» EXERCISE DESCRIPTION
For the data that follows, return each line unchanged and drop the pictures.

» PROVIDED ENTRIES
┏━━

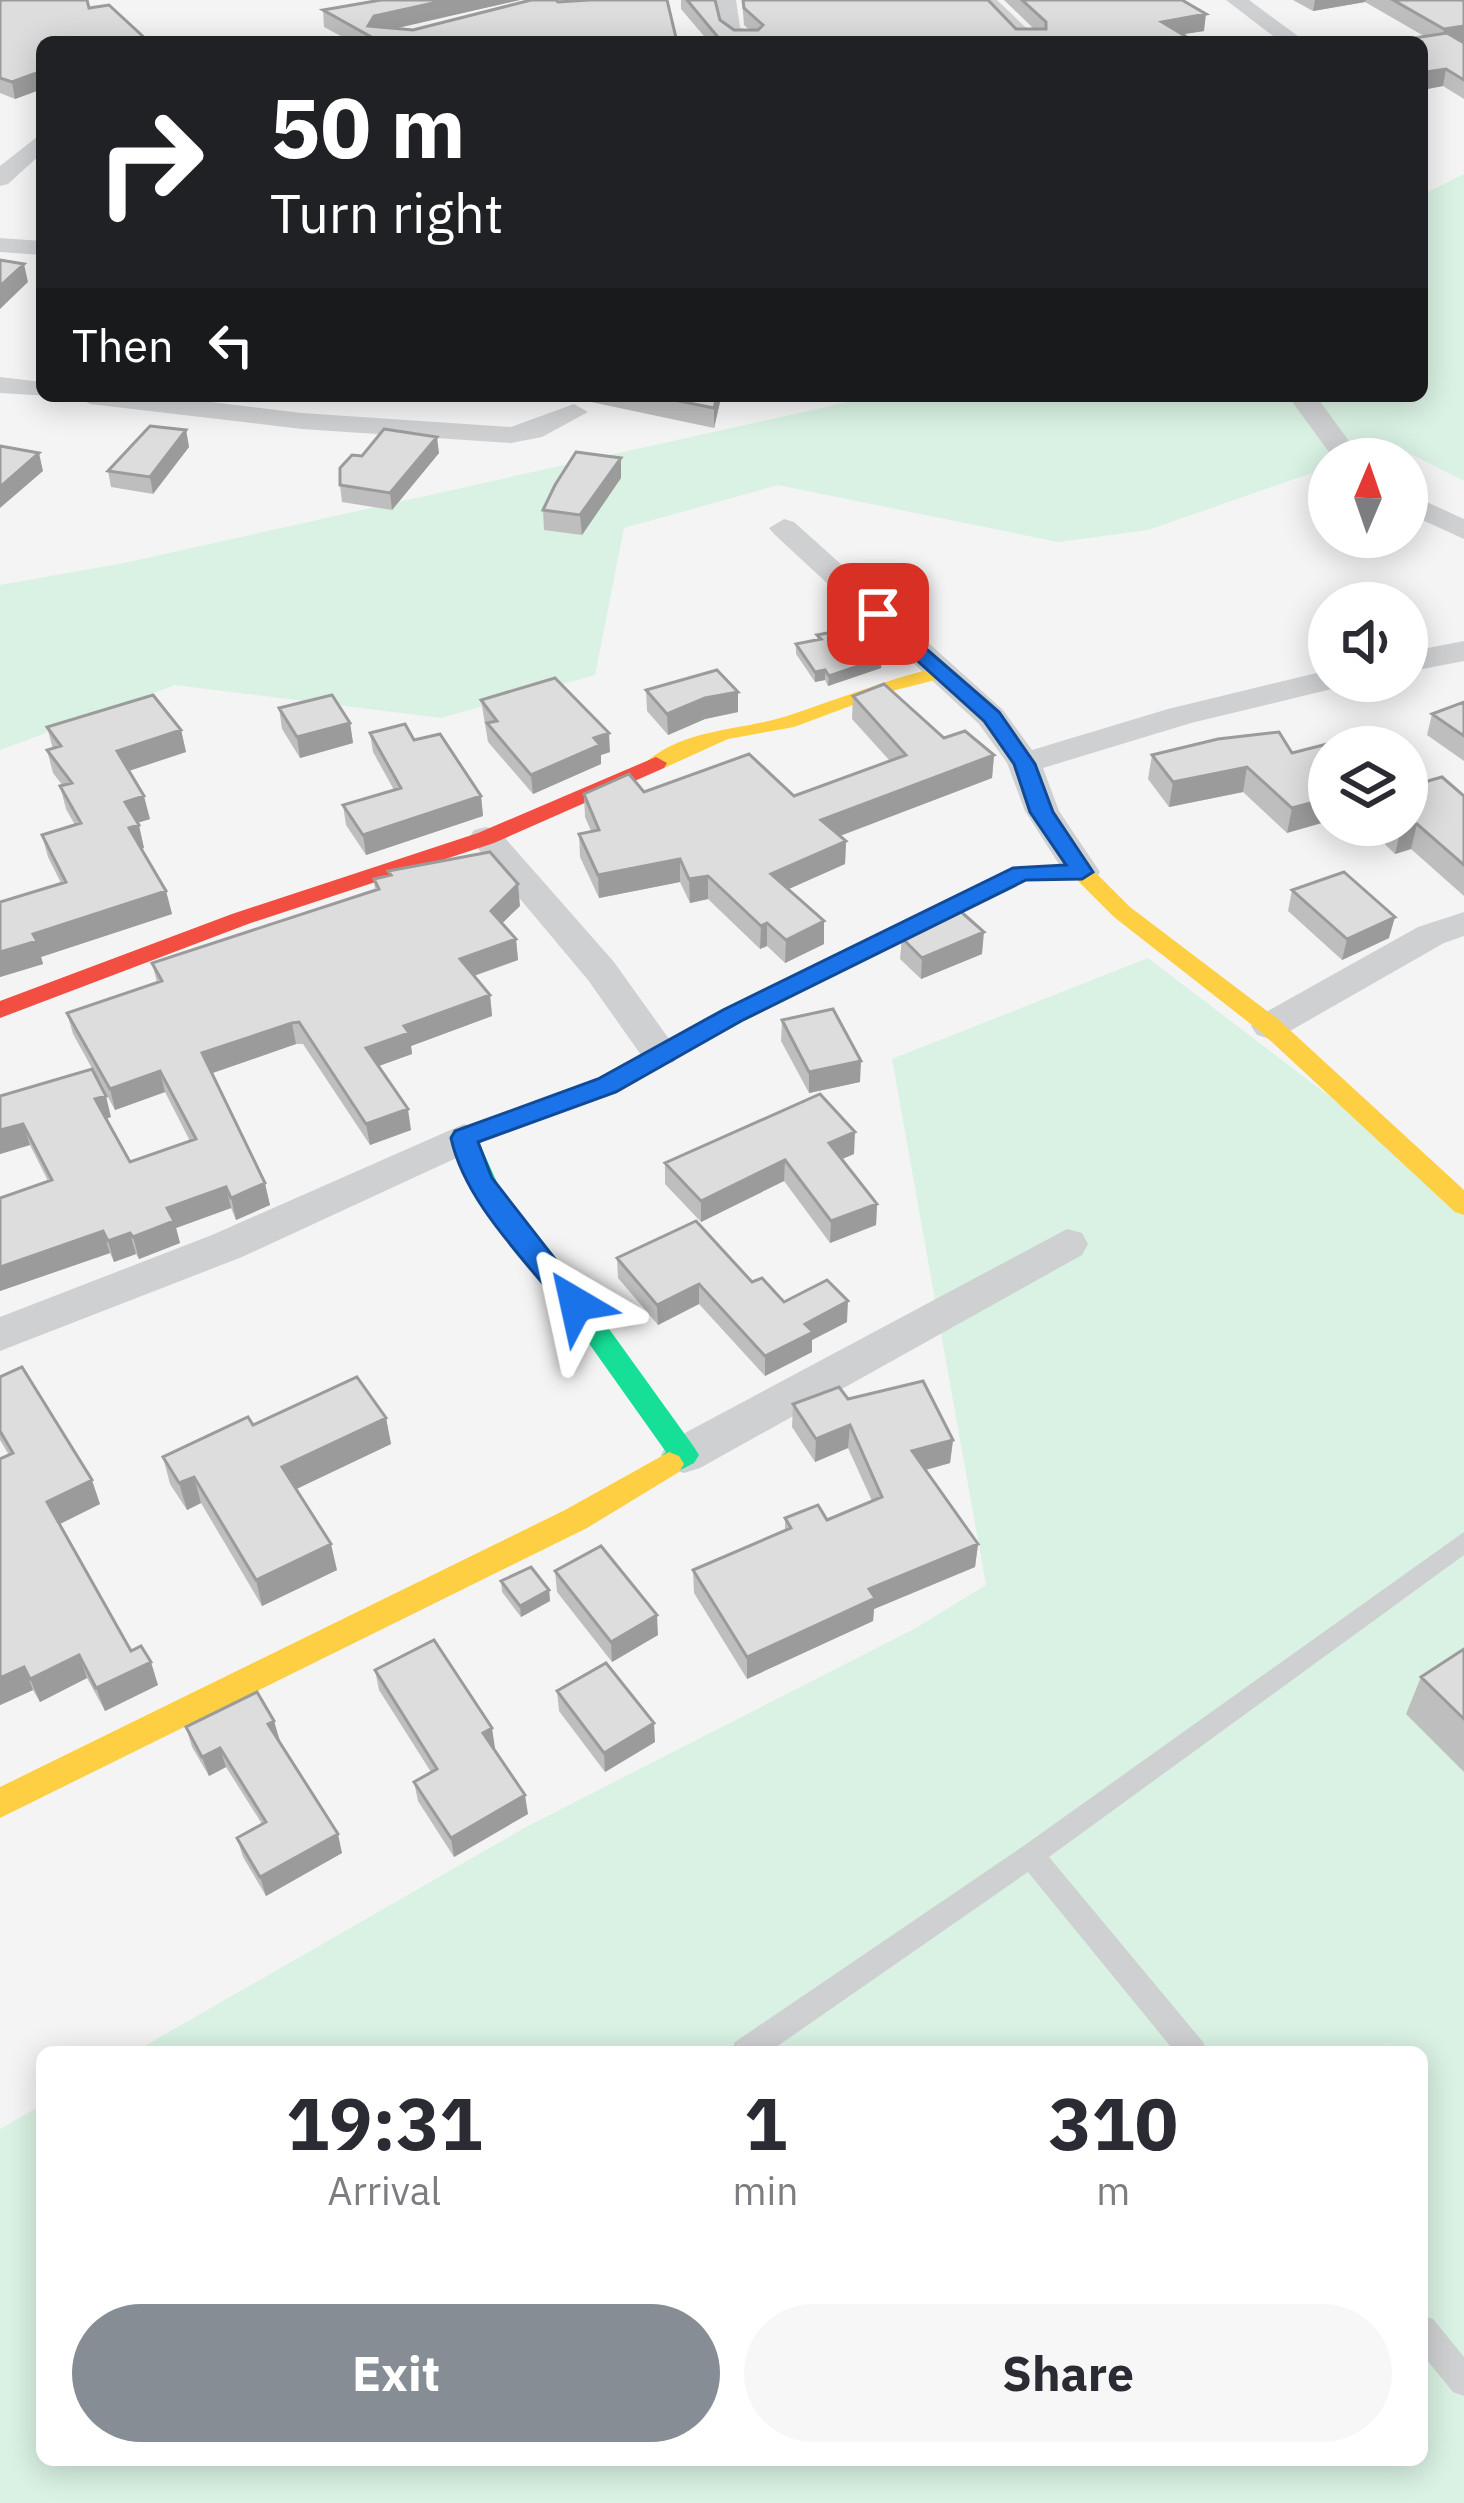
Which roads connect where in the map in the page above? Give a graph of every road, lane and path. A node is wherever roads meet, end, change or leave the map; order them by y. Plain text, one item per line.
1 (566, 0) edge
2 (726, 0) edge
3 (985, 0) edge
4 (1236, 0) edge
5 (488, 16) edge
6 (740, 36) edge
7 (1024, 36) edge
8 (1287, 36) edge
9 (36, 146) edge
10 (0, 179) edge
11 (0, 245) edge
12 (36, 248) edge
13 (0, 385) edge
14 (36, 389) edge
15 (141, 402) edge
16 (1306, 402) edge
17 (574, 412) dead end
18 (1333, 438) edge
19 (1428, 512) edge
20 (784, 528) dead end
21 (1464, 530) edge
22 (1464, 651) edge
23 (1428, 658) edge
24 (940, 673) junction
25 (1308, 685) edge
26 (1024, 764) junction
27 (486, 838) junction
28 (1082, 872) junction
29 (1464, 924) edge
30 (0, 1010) edge
31 (1270, 1026) junction
32 (660, 1053) junction
33 (464, 1138) junction
34 (1464, 1205) edge
35 (1067, 1244) dead end
36 (0, 1335) edge
37 (684, 1455) junction
38 (1464, 1542) edge
39 (0, 1804) edge
40 (1030, 1855) junction
41 (755, 2046) edge
42 (1188, 2046) edge
43 (1428, 2337) edge
44 (1464, 2381) edge

1 - 5 street
2 - 6 street
3 - 7 street
4 - 8 street
9 - 10 street
11 - 12 street
13 - 14 street
15 - 17 street
16 - 18 street
19 - 21 street
20 - 24 street
22 - 23 street
24 - 26 street
24 - 27 street
25 - 26 street
26 - 28 street
27 - 30 street
27 - 32 street
28 - 31 street
28 - 32 street
29 - 31 street
31 - 34 street
32 - 33 street
33 - 36 street
33 - 37 street
35 - 37 street
37 - 39 street
38 - 40 lane
40 - 41 lane
40 - 42 lane
43 - 44 lane

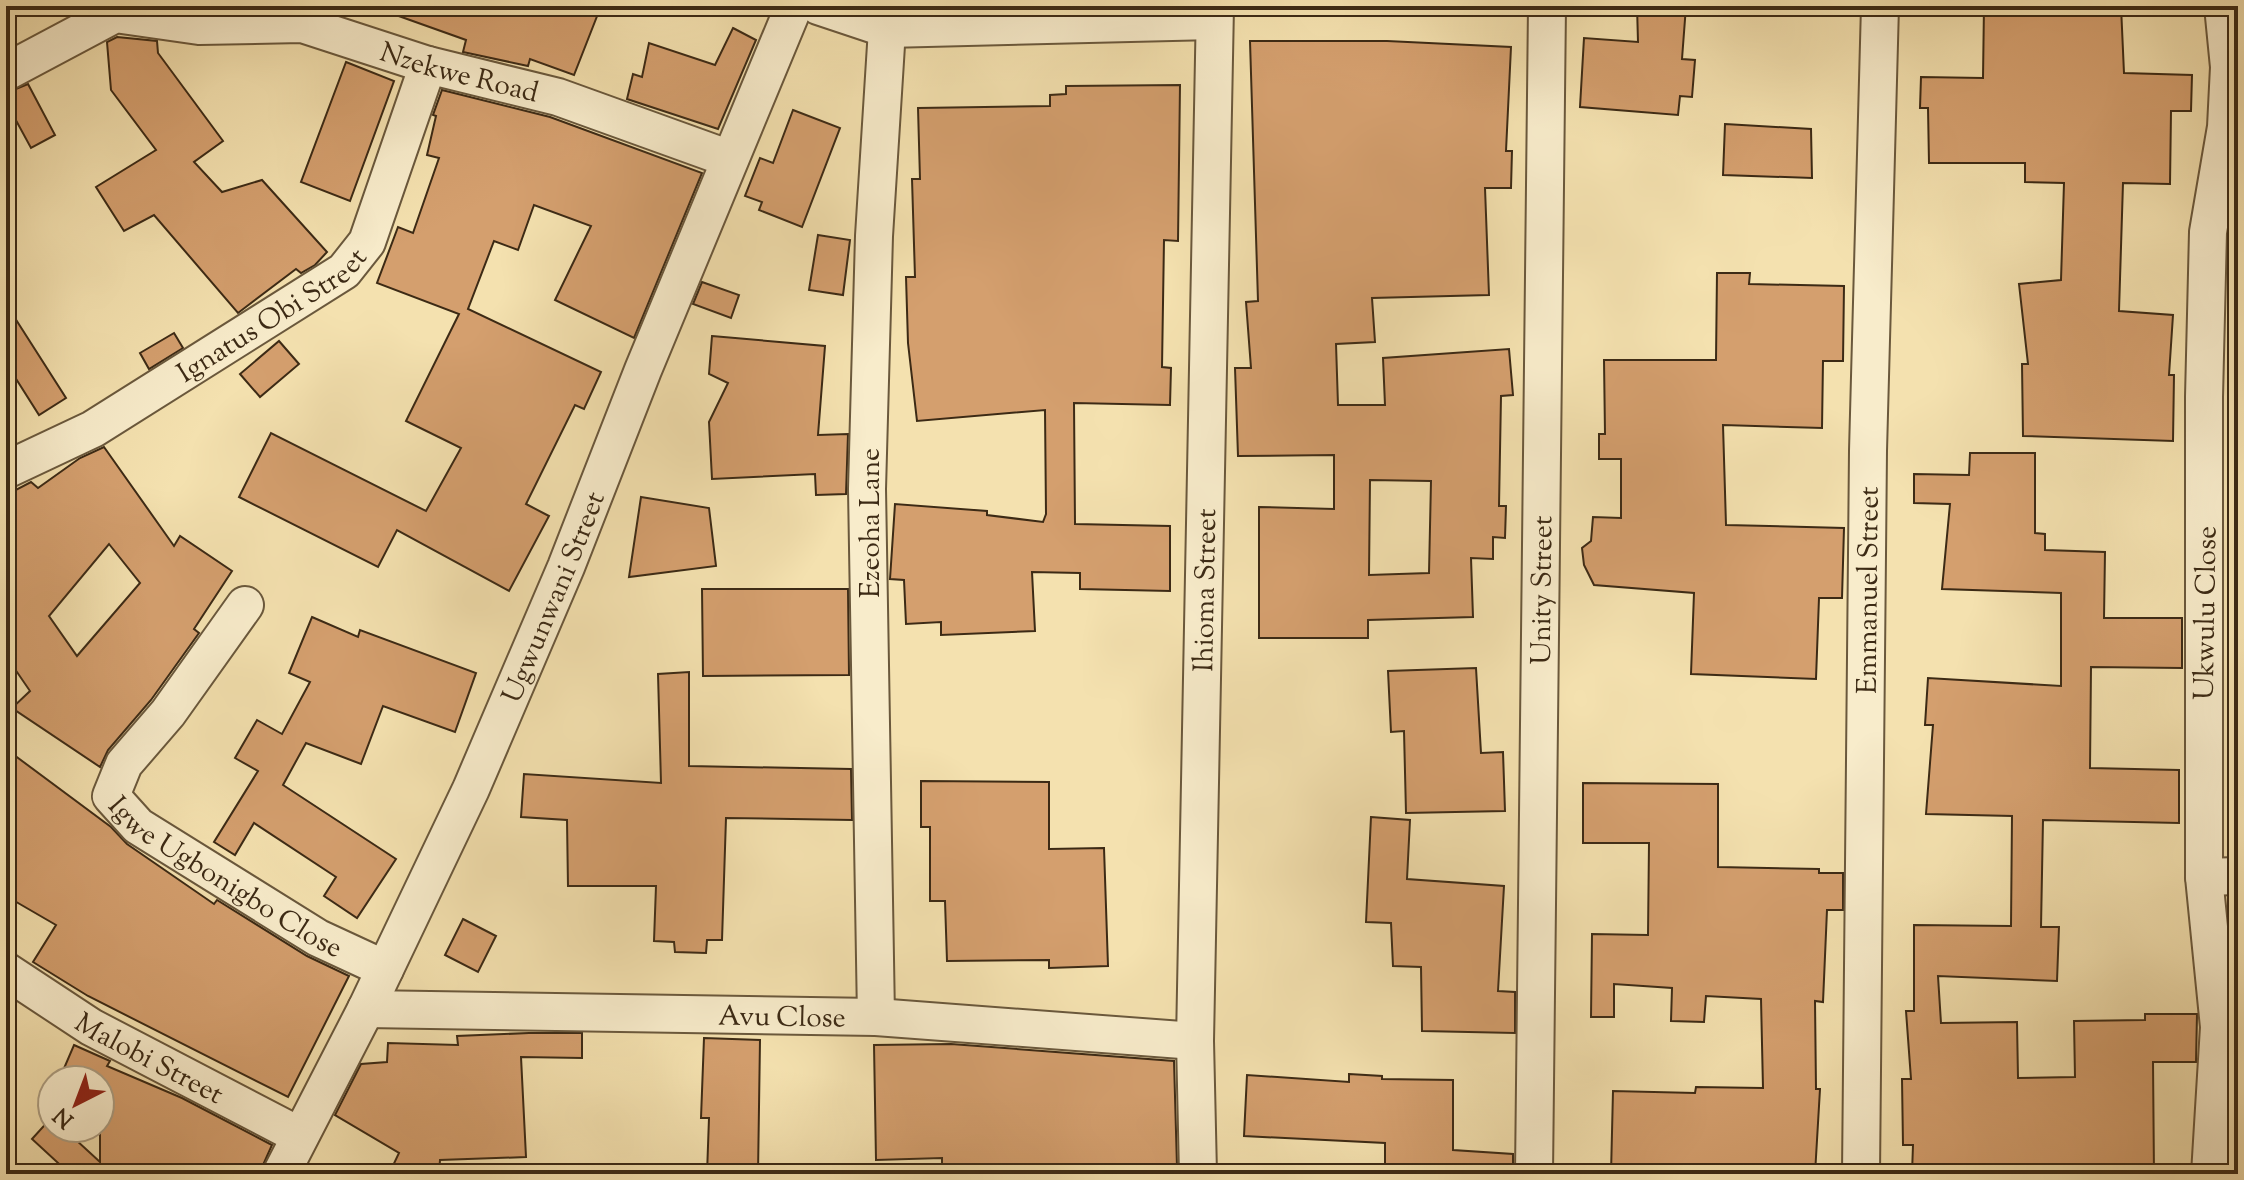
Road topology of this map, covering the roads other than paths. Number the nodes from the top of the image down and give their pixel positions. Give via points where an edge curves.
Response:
1 (794, 6) edge
2 (818, 6) edge
3 (1547, 6) edge
4 (1880, 6) edge
5 (2223, 6) edge
6 (113, 10) edge
7 (1215, 13) edge
8 (305, 15) edge
9 (887, 29) junction
10 (428, 65) junction
11 (6, 72) edge
12 (730, 159) junction
13 (6, 470) edge
14 (245, 605) dead end
15 (2221, 876) edge
16 (385, 969) junction
17 (6, 971) edge
18 (366, 1009) junction
19 (876, 1017) junction
20 (1195, 1041) junction
21 (300, 1136) junction
22 (281, 1174) edge
23 (1198, 1174) edge
24 (1534, 1174) edge
25 (1861, 1174) edge
26 (2210, 1174) edge

1 - 12 street, Ugwunwani Street
2 - 9 street
3 - 24 street, Unity Street
4 - 25 street, Emmanuel Street via 1868,451
5 - 15 street, Ukwulu Close via 2229,67 2226,127 2208,232 2204,397
6 - 8 street, Nzekwe Road via 199,26
6 - 11 street, Nzekwe Road
7 - 9 street
7 - 20 street, Ihioma Street
8 - 10 street, Nzekwe Road
9 - 19 street, Ezeoha Lane via 867,489
10 - 12 street, Nzekwe Road via 558,97
10 - 13 street, Ignatus Obi Street via 367,242 344,271 93,429
12 - 16 street, Ugwunwani Street via 535,643
14 - 16 street, Igwe Ugbonigbo Close via 168,713 124,764 111,796 138,826 318,938
15 - 26 street, Ukwulu Close
16 - 18 street, Ugwunwani Street
17 - 21 street, Malobi Street via 91,1027
18 - 19 street, Avu Close
18 - 21 street, Ugwunwani Street
19 - 20 street, Avu Close
20 - 23 street, Ihioma Street
21 - 22 street, Ugwunwani Street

┗━━

» RESPONSE
Which roads connect where in the map in the page above? Give a graph of every road, lane and path. A node is wherever roads meet, end, change or leave the map; order them by y. Plain text, one item per line.
1 (566, 0) edge
2 (726, 0) edge
3 (985, 0) edge
4 (1236, 0) edge
5 (488, 16) edge
6 (740, 36) edge
7 (1024, 36) edge
8 (1287, 36) edge
9 (36, 146) edge
10 (0, 179) edge
11 (0, 245) edge
12 (36, 248) edge
13 (0, 385) edge
14 (36, 389) edge
15 (141, 402) edge
16 (1306, 402) edge
17 (574, 412) dead end
18 (1333, 438) edge
19 (1428, 512) edge
20 (784, 528) dead end
21 (1464, 530) edge
22 (1464, 651) edge
23 (1428, 658) edge
24 (940, 673) junction
25 (1308, 685) edge
26 (1024, 764) junction
27 (486, 838) junction
28 (1082, 872) junction
29 (1464, 924) edge
30 (0, 1010) edge
31 (1270, 1026) junction
32 (660, 1053) junction
33 (464, 1138) junction
34 (1464, 1205) edge
35 (1067, 1244) dead end
36 (0, 1335) edge
37 (684, 1455) junction
38 (1464, 1542) edge
39 (0, 1804) edge
40 (1030, 1855) junction
41 (755, 2046) edge
42 (1188, 2046) edge
43 (1428, 2337) edge
44 (1464, 2381) edge

1 - 5 street
2 - 6 street
3 - 7 street
4 - 8 street
9 - 10 street
11 - 12 street
13 - 14 street
15 - 17 street
16 - 18 street
19 - 21 street
20 - 24 street
22 - 23 street
24 - 26 street
24 - 27 street
25 - 26 street
26 - 28 street
27 - 30 street
27 - 32 street
28 - 31 street
28 - 32 street
29 - 31 street
31 - 34 street
32 - 33 street
33 - 36 street
33 - 37 street
35 - 37 street
37 - 39 street
38 - 40 lane
40 - 41 lane
40 - 42 lane
43 - 44 lane

Road topology of this map, covering the roads other than paths. Number the nodes from the top of the image down and give their pixel positions. Give via points where an edge curves.
Response:
1 (794, 6) edge
2 (818, 6) edge
3 (1547, 6) edge
4 (1880, 6) edge
5 (2223, 6) edge
6 (113, 10) edge
7 (1215, 13) edge
8 (305, 15) edge
9 (887, 29) junction
10 (428, 65) junction
11 (6, 72) edge
12 (730, 159) junction
13 (6, 470) edge
14 (245, 605) dead end
15 (2221, 876) edge
16 (385, 969) junction
17 (6, 971) edge
18 (366, 1009) junction
19 (876, 1017) junction
20 (1195, 1041) junction
21 (300, 1136) junction
22 (281, 1174) edge
23 (1198, 1174) edge
24 (1534, 1174) edge
25 (1861, 1174) edge
26 (2210, 1174) edge

1 - 12 street, Ugwunwani Street
2 - 9 street
3 - 24 street, Unity Street
4 - 25 street, Emmanuel Street via 1868,451
5 - 15 street, Ukwulu Close via 2229,67 2226,127 2208,232 2204,397
6 - 8 street, Nzekwe Road via 199,26
6 - 11 street, Nzekwe Road
7 - 9 street
7 - 20 street, Ihioma Street
8 - 10 street, Nzekwe Road
9 - 19 street, Ezeoha Lane via 867,489
10 - 12 street, Nzekwe Road via 558,97
10 - 13 street, Ignatus Obi Street via 367,242 344,271 93,429
12 - 16 street, Ugwunwani Street via 535,643
14 - 16 street, Igwe Ugbonigbo Close via 168,713 124,764 111,796 138,826 318,938
15 - 26 street, Ukwulu Close
16 - 18 street, Ugwunwani Street
17 - 21 street, Malobi Street via 91,1027
18 - 19 street, Avu Close
18 - 21 street, Ugwunwani Street
19 - 20 street, Avu Close
20 - 23 street, Ihioma Street
21 - 22 street, Ugwunwani Street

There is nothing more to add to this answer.